* **Stored data**:
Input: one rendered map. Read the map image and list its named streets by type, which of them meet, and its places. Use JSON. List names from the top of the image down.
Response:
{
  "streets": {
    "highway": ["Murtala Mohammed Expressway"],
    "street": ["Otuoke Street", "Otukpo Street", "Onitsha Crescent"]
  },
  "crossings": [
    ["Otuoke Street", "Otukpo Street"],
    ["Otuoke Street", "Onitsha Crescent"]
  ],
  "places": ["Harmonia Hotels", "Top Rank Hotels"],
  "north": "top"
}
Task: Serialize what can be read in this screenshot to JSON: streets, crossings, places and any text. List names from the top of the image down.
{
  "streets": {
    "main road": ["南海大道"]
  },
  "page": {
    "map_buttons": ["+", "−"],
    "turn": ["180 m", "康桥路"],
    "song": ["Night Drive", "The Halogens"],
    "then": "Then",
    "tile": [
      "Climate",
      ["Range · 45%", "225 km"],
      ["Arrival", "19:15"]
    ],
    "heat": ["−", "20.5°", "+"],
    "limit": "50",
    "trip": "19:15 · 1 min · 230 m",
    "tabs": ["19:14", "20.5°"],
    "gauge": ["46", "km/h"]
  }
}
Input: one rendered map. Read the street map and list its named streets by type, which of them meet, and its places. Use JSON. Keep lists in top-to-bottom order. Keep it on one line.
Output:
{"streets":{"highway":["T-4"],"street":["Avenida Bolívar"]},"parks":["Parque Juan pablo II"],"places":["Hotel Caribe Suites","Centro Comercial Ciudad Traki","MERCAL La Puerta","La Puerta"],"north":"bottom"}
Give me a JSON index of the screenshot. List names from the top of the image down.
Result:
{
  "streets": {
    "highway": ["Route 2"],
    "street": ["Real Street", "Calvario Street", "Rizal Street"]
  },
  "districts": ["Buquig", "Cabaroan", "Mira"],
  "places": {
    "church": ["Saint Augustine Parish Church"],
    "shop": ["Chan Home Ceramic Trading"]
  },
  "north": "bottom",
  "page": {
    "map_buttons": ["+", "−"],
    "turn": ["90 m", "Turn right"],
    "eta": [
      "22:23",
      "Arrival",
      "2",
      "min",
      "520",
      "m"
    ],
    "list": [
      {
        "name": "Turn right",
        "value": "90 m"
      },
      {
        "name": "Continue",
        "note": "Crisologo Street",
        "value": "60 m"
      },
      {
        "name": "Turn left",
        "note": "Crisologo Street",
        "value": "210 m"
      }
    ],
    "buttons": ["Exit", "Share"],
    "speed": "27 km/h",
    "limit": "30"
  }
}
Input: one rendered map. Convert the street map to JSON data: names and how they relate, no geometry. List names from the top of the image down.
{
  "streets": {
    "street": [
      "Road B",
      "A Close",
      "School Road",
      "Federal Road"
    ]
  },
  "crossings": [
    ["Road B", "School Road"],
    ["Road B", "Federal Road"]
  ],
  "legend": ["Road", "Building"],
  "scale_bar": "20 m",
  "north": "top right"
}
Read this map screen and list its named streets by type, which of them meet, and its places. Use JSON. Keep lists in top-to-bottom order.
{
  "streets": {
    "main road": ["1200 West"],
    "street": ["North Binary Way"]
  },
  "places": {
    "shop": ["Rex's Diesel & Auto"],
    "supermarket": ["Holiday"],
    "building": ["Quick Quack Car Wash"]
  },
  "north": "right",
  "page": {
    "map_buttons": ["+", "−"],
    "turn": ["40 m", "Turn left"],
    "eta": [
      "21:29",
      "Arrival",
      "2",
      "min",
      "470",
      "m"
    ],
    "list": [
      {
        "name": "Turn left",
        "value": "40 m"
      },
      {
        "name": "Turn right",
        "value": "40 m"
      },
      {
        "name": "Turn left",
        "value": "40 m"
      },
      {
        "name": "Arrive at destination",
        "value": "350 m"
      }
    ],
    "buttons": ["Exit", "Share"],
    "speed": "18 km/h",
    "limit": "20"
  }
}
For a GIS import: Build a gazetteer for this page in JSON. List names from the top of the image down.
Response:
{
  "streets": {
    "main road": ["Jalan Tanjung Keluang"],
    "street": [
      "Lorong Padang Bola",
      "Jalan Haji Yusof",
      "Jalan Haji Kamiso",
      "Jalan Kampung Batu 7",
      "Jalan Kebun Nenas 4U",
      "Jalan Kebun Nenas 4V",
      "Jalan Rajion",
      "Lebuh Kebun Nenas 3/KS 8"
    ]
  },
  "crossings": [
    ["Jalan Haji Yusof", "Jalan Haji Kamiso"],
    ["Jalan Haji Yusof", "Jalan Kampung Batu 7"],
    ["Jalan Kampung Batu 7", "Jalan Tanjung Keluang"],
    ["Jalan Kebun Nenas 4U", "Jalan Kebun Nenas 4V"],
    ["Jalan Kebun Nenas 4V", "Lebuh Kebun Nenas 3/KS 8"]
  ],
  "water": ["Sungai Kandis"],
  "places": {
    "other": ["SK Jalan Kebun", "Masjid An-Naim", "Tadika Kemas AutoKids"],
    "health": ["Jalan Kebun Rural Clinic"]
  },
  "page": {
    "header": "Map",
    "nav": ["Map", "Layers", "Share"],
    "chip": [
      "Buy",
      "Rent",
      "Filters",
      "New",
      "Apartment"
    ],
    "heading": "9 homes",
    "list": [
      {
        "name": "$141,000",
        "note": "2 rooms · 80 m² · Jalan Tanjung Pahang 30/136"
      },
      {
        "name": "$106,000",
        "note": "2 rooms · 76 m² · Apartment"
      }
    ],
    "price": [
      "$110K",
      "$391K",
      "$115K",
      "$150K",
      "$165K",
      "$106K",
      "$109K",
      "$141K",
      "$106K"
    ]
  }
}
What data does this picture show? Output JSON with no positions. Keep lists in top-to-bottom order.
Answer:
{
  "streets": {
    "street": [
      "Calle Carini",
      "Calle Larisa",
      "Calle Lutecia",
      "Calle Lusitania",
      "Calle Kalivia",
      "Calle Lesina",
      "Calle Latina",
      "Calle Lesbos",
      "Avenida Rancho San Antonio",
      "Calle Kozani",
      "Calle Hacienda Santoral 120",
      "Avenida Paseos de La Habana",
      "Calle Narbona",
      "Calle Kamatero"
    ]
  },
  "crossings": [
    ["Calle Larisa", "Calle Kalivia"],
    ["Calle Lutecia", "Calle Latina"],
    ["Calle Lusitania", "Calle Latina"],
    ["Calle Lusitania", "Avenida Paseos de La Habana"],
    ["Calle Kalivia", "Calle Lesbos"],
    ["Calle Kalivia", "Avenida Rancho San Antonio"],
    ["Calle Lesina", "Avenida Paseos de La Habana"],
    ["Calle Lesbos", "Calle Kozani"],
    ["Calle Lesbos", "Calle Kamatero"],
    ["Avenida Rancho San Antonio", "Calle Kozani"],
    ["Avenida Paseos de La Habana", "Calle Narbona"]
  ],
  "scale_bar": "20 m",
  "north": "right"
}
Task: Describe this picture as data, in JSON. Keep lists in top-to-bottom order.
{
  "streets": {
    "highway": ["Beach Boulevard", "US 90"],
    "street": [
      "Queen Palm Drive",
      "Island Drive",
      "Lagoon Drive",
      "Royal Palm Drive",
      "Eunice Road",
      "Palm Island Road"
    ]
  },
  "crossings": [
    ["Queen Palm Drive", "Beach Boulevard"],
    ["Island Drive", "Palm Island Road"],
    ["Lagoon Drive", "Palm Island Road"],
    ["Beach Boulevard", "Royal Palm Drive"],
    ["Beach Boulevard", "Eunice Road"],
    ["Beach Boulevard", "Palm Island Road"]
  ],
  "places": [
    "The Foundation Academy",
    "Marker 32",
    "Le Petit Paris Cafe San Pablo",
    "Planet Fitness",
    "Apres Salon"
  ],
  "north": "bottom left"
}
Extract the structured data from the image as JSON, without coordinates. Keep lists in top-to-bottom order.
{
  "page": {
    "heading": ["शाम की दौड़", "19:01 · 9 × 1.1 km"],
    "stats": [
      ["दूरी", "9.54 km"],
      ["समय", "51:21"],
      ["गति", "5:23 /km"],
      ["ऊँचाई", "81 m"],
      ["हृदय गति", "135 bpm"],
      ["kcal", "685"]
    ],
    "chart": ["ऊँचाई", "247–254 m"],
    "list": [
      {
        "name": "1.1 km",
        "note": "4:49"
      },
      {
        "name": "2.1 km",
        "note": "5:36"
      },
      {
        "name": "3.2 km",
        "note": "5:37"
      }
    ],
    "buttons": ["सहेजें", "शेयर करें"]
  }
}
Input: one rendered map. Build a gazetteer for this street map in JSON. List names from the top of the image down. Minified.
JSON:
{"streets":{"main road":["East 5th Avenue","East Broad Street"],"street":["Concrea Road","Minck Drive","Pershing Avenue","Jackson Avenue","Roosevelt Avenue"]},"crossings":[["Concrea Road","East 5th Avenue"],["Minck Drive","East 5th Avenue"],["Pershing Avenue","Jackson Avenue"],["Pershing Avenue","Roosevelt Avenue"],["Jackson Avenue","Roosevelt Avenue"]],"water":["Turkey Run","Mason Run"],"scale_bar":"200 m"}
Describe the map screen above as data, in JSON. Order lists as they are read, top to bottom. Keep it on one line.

* **What needs to be done**: Copy from the entries above each line in which the string "gazetteer" can be found.

* **Problem solution**:
For a GIS import: Build a gazetteer for this page in JSON. List names from the top of the image down.
Input: one rendered map. Build a gazetteer for this street map in JSON. List names from the top of the image down. Minified.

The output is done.